Fig. 1: PD-L1 on DCs is important for T cell priming during antitumor immune responses.

a WT B6 mice (n = 8) were inoculated with 5 × 10⁵ MC38 cells and analyzed by flow cytometry on day 14 after inoculation. PD-L1 expression levels on CD8⁺ T (CD3⁺CD8⁺), CD4⁺ T (CD3⁺CD4⁺), B (CD19⁺), macrophage (CD11b⁺F4/80⁺), MDSC (CD11b⁺Gr-1⁺), DC (CD11c⁺MHC II⁺), and tumor (CD45⁻) cells were shown. FMO, fluorescence minus one; MFI, mean fluorescent intensities. b Knockout strategy.
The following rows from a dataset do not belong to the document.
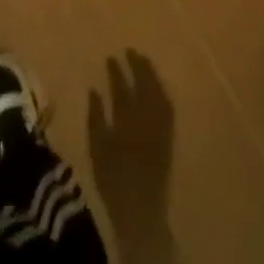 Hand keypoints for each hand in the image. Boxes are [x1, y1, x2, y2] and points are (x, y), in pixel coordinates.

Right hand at [87, 51, 173, 247]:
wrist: (141, 212)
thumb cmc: (113, 183)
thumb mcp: (97, 150)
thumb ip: (96, 118)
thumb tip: (94, 90)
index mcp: (126, 124)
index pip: (122, 89)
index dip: (117, 72)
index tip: (111, 57)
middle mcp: (146, 122)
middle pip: (144, 86)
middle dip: (137, 66)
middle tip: (130, 51)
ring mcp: (160, 129)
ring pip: (158, 94)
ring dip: (151, 75)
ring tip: (143, 60)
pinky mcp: (169, 138)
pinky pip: (168, 108)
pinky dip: (162, 92)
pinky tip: (157, 85) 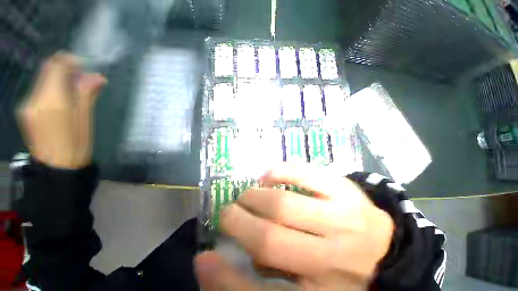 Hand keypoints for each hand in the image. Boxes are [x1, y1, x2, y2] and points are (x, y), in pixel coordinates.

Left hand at [18, 52, 106, 168]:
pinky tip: (64, 98)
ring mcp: (28, 104)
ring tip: (76, 89)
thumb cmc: (77, 146)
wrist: (56, 168)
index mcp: (53, 101)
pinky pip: (39, 90)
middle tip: (82, 76)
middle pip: (47, 71)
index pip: (57, 67)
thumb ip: (87, 94)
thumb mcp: (86, 119)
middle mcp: (35, 98)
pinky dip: (52, 88)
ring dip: (59, 78)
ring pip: (43, 80)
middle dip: (65, 68)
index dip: (70, 61)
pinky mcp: (26, 110)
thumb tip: (98, 77)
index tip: (84, 65)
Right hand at [195, 163, 394, 290]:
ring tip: (246, 197)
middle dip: (237, 222)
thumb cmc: (340, 271)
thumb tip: (208, 263)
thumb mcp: (302, 287)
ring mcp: (342, 219)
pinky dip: (279, 172)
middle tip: (228, 213)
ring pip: (283, 205)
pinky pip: (303, 174)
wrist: (384, 248)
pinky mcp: (344, 190)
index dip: (225, 279)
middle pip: (270, 240)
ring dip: (254, 198)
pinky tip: (267, 177)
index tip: (204, 260)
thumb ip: (256, 280)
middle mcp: (333, 261) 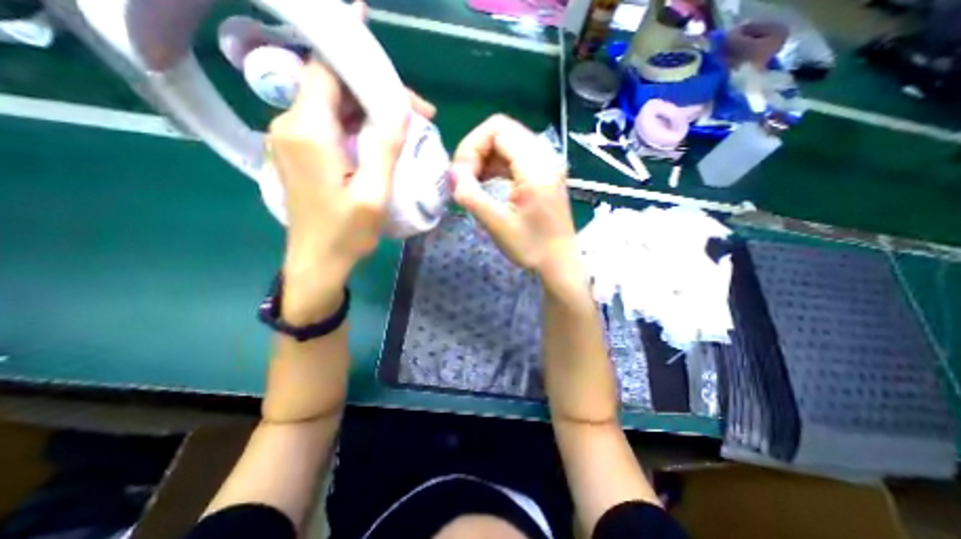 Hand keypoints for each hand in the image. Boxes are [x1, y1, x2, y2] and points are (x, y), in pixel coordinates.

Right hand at [449, 115, 581, 296]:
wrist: (559, 263)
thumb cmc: (531, 248)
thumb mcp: (497, 224)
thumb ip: (471, 196)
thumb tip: (452, 173)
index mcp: (535, 167)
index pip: (498, 128)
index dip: (472, 146)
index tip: (462, 175)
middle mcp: (544, 157)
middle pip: (502, 131)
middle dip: (476, 151)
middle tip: (465, 179)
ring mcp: (545, 165)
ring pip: (507, 143)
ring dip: (485, 158)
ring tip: (473, 183)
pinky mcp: (543, 175)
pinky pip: (514, 157)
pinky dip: (496, 165)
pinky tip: (486, 183) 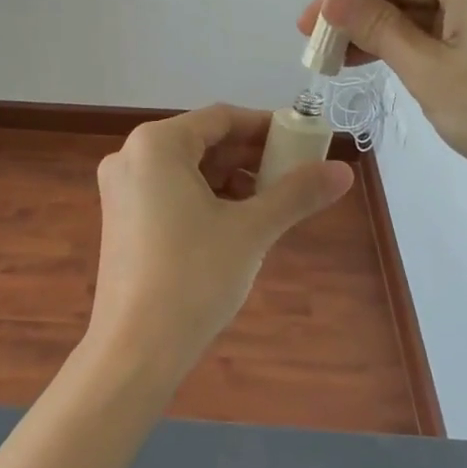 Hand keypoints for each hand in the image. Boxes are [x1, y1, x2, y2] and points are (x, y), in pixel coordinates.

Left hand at [89, 105, 352, 379]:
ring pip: (188, 169)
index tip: (303, 141)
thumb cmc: (193, 276)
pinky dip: (206, 198)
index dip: (266, 126)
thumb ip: (296, 193)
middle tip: (294, 173)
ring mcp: (121, 189)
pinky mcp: (121, 218)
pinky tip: (236, 222)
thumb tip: (345, 171)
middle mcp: (131, 156)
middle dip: (250, 156)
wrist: (135, 349)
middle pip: (203, 141)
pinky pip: (170, 191)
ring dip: (231, 179)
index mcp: (156, 144)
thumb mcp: (252, 230)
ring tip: (271, 202)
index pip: (221, 118) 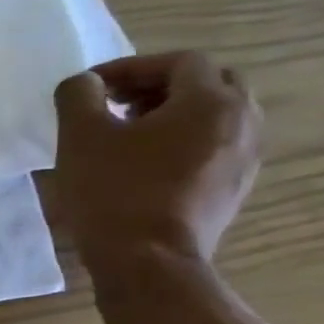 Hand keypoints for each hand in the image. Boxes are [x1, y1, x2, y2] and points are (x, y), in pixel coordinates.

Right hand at [53, 51, 261, 276]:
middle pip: (210, 83)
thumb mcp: (80, 135)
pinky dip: (183, 140)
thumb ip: (79, 95)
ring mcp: (245, 158)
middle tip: (117, 103)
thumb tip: (86, 84)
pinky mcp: (234, 188)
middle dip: (160, 85)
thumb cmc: (114, 190)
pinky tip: (144, 162)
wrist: (148, 260)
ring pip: (216, 115)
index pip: (180, 62)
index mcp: (211, 102)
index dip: (131, 66)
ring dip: (173, 113)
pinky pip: (215, 146)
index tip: (92, 87)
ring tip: (127, 133)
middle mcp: (242, 123) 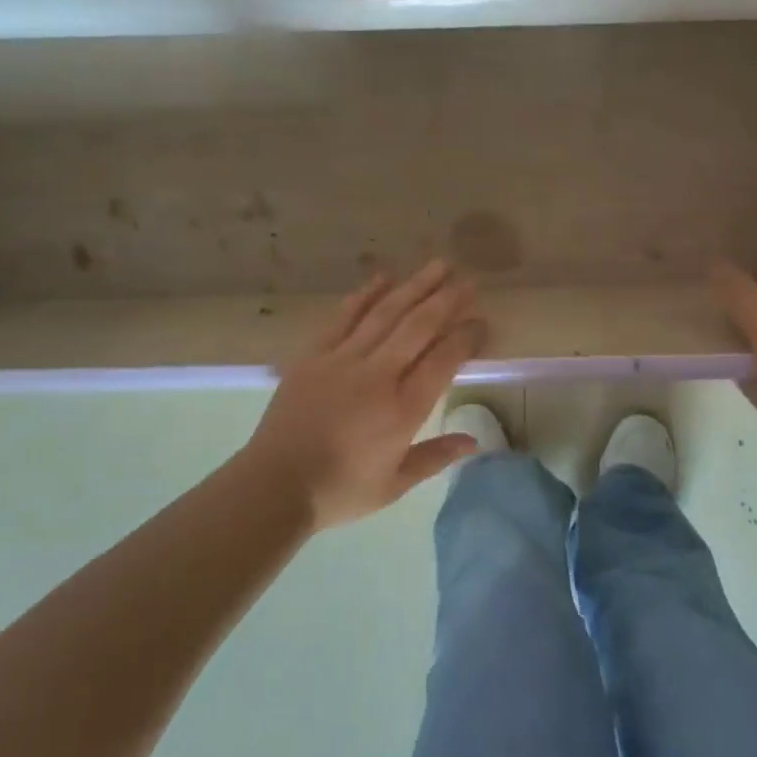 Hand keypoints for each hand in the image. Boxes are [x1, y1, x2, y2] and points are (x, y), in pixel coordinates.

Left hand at [244, 262, 488, 528]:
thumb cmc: (339, 491)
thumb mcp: (394, 484)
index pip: (443, 361)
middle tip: (468, 279)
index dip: (465, 337)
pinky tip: (384, 277)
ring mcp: (343, 360)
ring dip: (414, 286)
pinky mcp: (314, 355)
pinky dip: (365, 295)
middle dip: (446, 300)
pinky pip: (344, 317)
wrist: (274, 486)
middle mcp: (378, 376)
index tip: (481, 320)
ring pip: (386, 313)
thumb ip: (435, 457)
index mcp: (402, 410)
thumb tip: (474, 442)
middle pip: (419, 327)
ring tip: (438, 265) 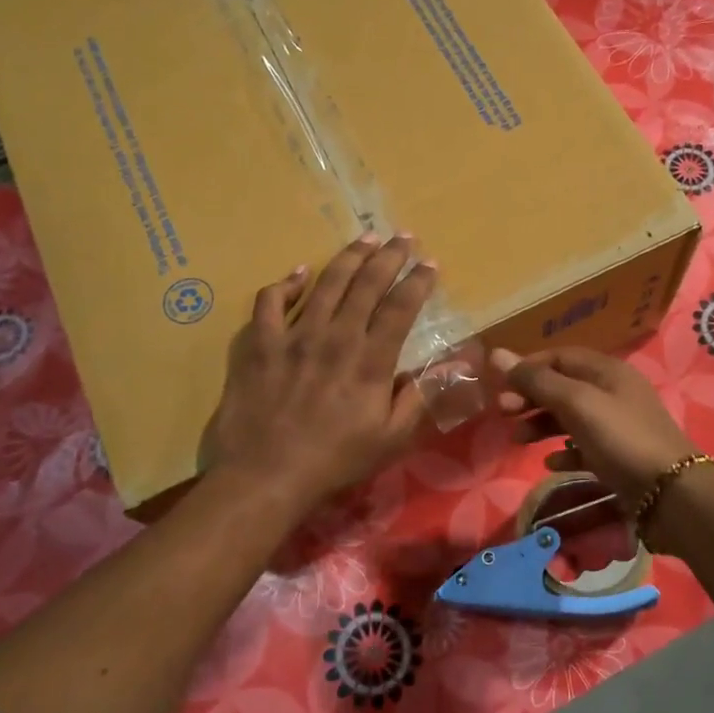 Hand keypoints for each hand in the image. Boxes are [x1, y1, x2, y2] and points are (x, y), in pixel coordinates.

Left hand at [203, 234, 437, 518]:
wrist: (265, 475)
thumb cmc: (335, 460)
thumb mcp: (392, 438)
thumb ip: (422, 396)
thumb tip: (455, 364)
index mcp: (370, 360)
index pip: (400, 308)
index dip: (418, 282)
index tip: (430, 263)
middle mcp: (335, 337)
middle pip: (366, 284)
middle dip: (389, 256)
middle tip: (403, 237)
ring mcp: (293, 336)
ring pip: (325, 283)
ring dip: (348, 257)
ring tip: (365, 239)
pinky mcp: (259, 343)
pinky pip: (270, 301)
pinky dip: (286, 283)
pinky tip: (299, 273)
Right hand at [491, 346, 698, 508]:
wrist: (672, 494)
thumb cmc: (622, 439)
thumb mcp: (577, 404)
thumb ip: (537, 381)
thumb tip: (496, 355)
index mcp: (607, 371)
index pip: (560, 356)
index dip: (528, 367)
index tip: (499, 385)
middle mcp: (613, 392)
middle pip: (563, 386)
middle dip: (531, 396)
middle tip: (502, 413)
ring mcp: (618, 426)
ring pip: (571, 417)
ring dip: (541, 424)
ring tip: (517, 439)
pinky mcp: (619, 457)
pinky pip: (584, 447)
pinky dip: (564, 452)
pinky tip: (550, 463)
LoxP sites were inserted flanking exons 2 and 3. c PD-L1 expression on DCs and control cells (CD11c⁻MHC II⁺) were measured by flow cytometry in CD11c-cre;Pdl1^fl/fl and control mice. d CD11c-cre;Pdl1^fl/fl or control mice (n = 4) were inoculated with 5 × 10⁵ MC38 cells. Tumor sizes were measured twice a week. e MC38 tumor tissues were collected from CD11c-cre;Pdl1^fl/fl or control mice (n = 6 Cre-, 7 Cre+) on day 14 after inoculation. PD-L1 levels on tumor cells were measured by flow cytometry. f CD11c-cre;Pdl1^fl/fl or control mice (n = 5) were inoculated with E.G7 cells. Percentages of OVA-specific CD8⁺ T cells in PBMC were stained by tetramer on day 12. *p = 0.0399. g CD11c-cre;Pdl1^fl/fl or control mice (n = 5) were inoculated with MC38-SIY cells. DCs were isolated from dLNs on day 14 and incubated with purified 2C T cells with or without SIY peptide restimulation. Forty-eight hours later, IFN-γ production was measured by ELISPOT. n.d., not detected. *p = 0.0172. Data are shown as mean ± SEM (a, e, f, and g) or mean + SEM (d) and are representative of two (d, e, f, and g) or three (a and c) independent experiments. n.s., not significant; *p < 0.05 determined by unpaired two-tailed Student’s t test. Source data are provided as a Source Data file.